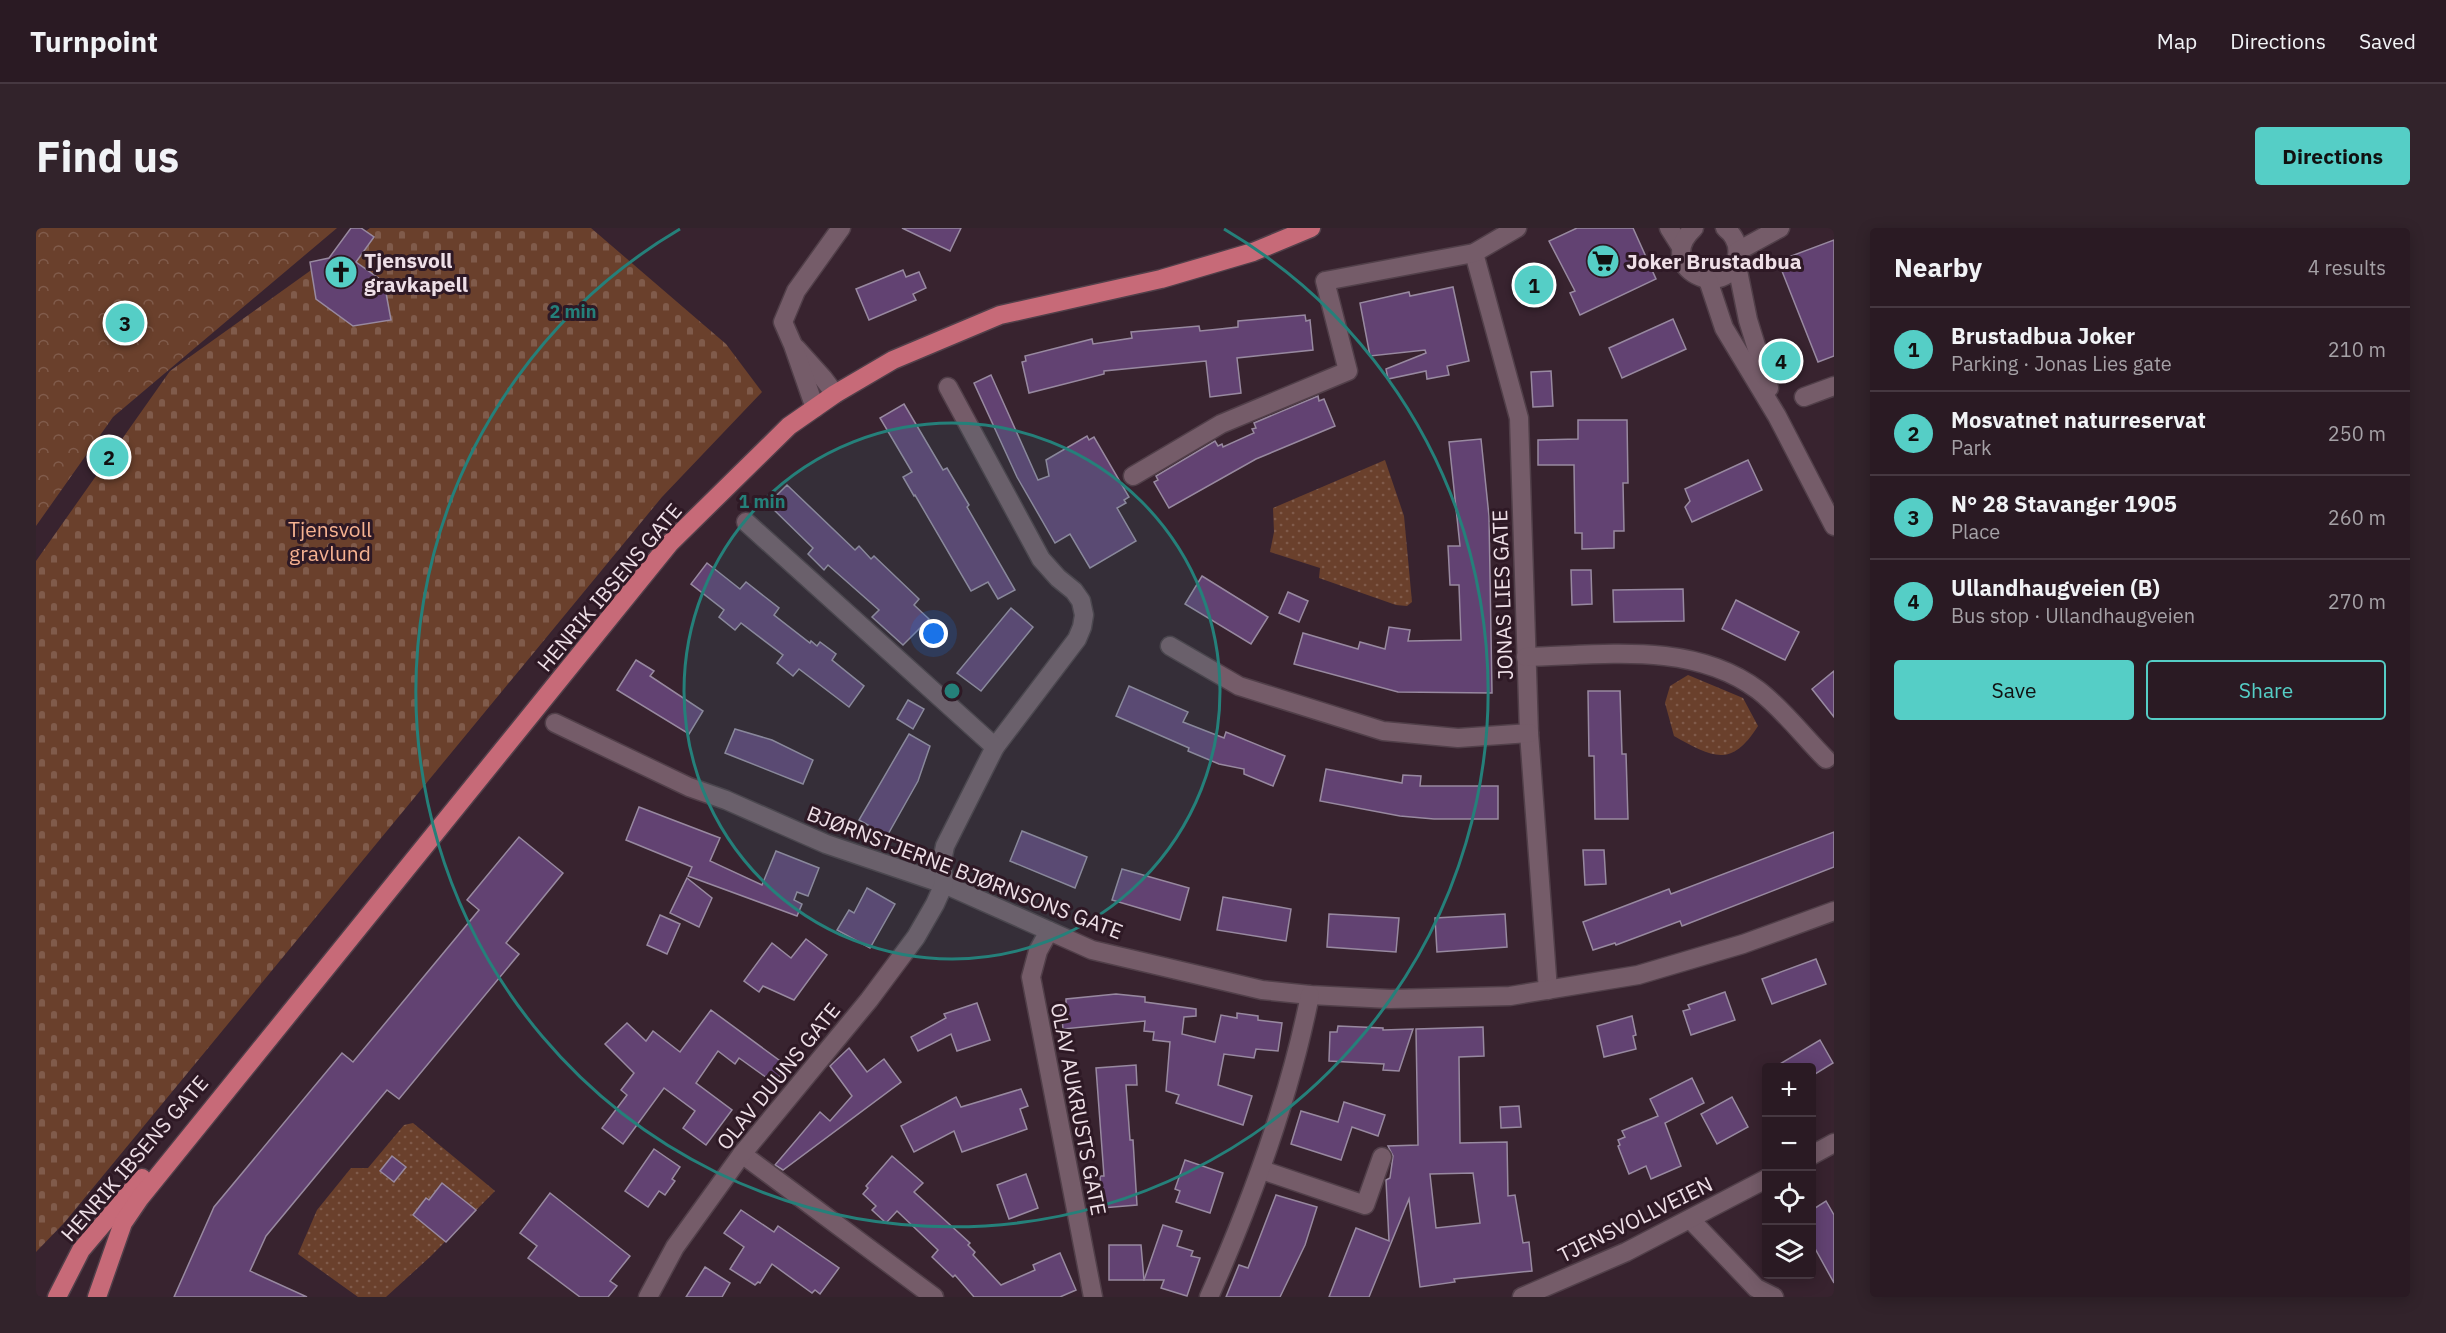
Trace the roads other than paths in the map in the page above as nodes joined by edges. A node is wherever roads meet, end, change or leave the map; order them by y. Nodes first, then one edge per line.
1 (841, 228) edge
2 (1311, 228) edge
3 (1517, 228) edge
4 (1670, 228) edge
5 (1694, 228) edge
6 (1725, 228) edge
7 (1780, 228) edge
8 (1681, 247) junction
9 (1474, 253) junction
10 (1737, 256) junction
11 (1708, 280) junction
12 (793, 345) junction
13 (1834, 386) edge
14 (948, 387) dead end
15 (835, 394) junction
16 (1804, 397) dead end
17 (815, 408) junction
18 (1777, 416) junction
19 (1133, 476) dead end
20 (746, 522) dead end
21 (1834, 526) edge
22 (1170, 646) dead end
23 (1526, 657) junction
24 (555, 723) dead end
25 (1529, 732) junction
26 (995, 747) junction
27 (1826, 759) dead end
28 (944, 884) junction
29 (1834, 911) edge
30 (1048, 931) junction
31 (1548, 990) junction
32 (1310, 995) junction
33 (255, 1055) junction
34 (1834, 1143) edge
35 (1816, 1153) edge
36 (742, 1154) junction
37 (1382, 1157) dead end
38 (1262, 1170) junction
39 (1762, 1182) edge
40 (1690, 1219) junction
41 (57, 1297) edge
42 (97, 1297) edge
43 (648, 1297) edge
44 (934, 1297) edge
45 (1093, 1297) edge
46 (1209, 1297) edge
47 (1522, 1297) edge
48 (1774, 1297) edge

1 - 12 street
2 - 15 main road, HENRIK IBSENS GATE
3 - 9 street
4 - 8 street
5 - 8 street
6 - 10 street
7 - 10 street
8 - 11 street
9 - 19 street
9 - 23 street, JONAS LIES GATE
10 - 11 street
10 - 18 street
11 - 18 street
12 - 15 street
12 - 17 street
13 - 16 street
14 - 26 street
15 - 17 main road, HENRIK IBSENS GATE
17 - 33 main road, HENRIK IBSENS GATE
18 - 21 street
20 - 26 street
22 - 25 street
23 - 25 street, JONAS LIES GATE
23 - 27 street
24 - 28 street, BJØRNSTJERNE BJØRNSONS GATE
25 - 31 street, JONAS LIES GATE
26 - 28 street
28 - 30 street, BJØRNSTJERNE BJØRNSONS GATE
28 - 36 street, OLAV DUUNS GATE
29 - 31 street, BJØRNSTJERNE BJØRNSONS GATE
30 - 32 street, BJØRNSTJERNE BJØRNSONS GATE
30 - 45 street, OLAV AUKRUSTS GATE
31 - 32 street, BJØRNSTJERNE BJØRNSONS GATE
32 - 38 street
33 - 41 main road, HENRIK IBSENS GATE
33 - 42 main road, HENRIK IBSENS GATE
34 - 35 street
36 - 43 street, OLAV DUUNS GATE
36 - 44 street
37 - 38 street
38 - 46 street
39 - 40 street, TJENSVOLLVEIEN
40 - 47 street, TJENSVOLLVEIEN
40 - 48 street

**WORK REQUIRED**
Output the data verbatim, images excluded.

**RESPONSE TO THE EXERCISE**
Trace the roads other than paths in the map in the page above as nodes joined by edges. A node is wherever roads meet, end, change or leave the map; order them by y. Nodes first, then one edge per line.
1 (841, 228) edge
2 (1311, 228) edge
3 (1517, 228) edge
4 (1670, 228) edge
5 (1694, 228) edge
6 (1725, 228) edge
7 (1780, 228) edge
8 (1681, 247) junction
9 (1474, 253) junction
10 (1737, 256) junction
11 (1708, 280) junction
12 (793, 345) junction
13 (1834, 386) edge
14 (948, 387) dead end
15 (835, 394) junction
16 (1804, 397) dead end
17 (815, 408) junction
18 (1777, 416) junction
19 (1133, 476) dead end
20 (746, 522) dead end
21 (1834, 526) edge
22 (1170, 646) dead end
23 (1526, 657) junction
24 (555, 723) dead end
25 (1529, 732) junction
26 (995, 747) junction
27 (1826, 759) dead end
28 (944, 884) junction
29 (1834, 911) edge
30 (1048, 931) junction
31 (1548, 990) junction
32 (1310, 995) junction
33 (255, 1055) junction
34 (1834, 1143) edge
35 (1816, 1153) edge
36 (742, 1154) junction
37 (1382, 1157) dead end
38 (1262, 1170) junction
39 (1762, 1182) edge
40 (1690, 1219) junction
41 (57, 1297) edge
42 (97, 1297) edge
43 (648, 1297) edge
44 (934, 1297) edge
45 (1093, 1297) edge
46 (1209, 1297) edge
47 (1522, 1297) edge
48 (1774, 1297) edge

1 - 12 street
2 - 15 main road, HENRIK IBSENS GATE
3 - 9 street
4 - 8 street
5 - 8 street
6 - 10 street
7 - 10 street
8 - 11 street
9 - 19 street
9 - 23 street, JONAS LIES GATE
10 - 11 street
10 - 18 street
11 - 18 street
12 - 15 street
12 - 17 street
13 - 16 street
14 - 26 street
15 - 17 main road, HENRIK IBSENS GATE
17 - 33 main road, HENRIK IBSENS GATE
18 - 21 street
20 - 26 street
22 - 25 street
23 - 25 street, JONAS LIES GATE
23 - 27 street
24 - 28 street, BJØRNSTJERNE BJØRNSONS GATE
25 - 31 street, JONAS LIES GATE
26 - 28 street
28 - 30 street, BJØRNSTJERNE BJØRNSONS GATE
28 - 36 street, OLAV DUUNS GATE
29 - 31 street, BJØRNSTJERNE BJØRNSONS GATE
30 - 32 street, BJØRNSTJERNE BJØRNSONS GATE
30 - 45 street, OLAV AUKRUSTS GATE
31 - 32 street, BJØRNSTJERNE BJØRNSONS GATE
32 - 38 street
33 - 41 main road, HENRIK IBSENS GATE
33 - 42 main road, HENRIK IBSENS GATE
34 - 35 street
36 - 43 street, OLAV DUUNS GATE
36 - 44 street
37 - 38 street
38 - 46 street
39 - 40 street, TJENSVOLLVEIEN
40 - 47 street, TJENSVOLLVEIEN
40 - 48 street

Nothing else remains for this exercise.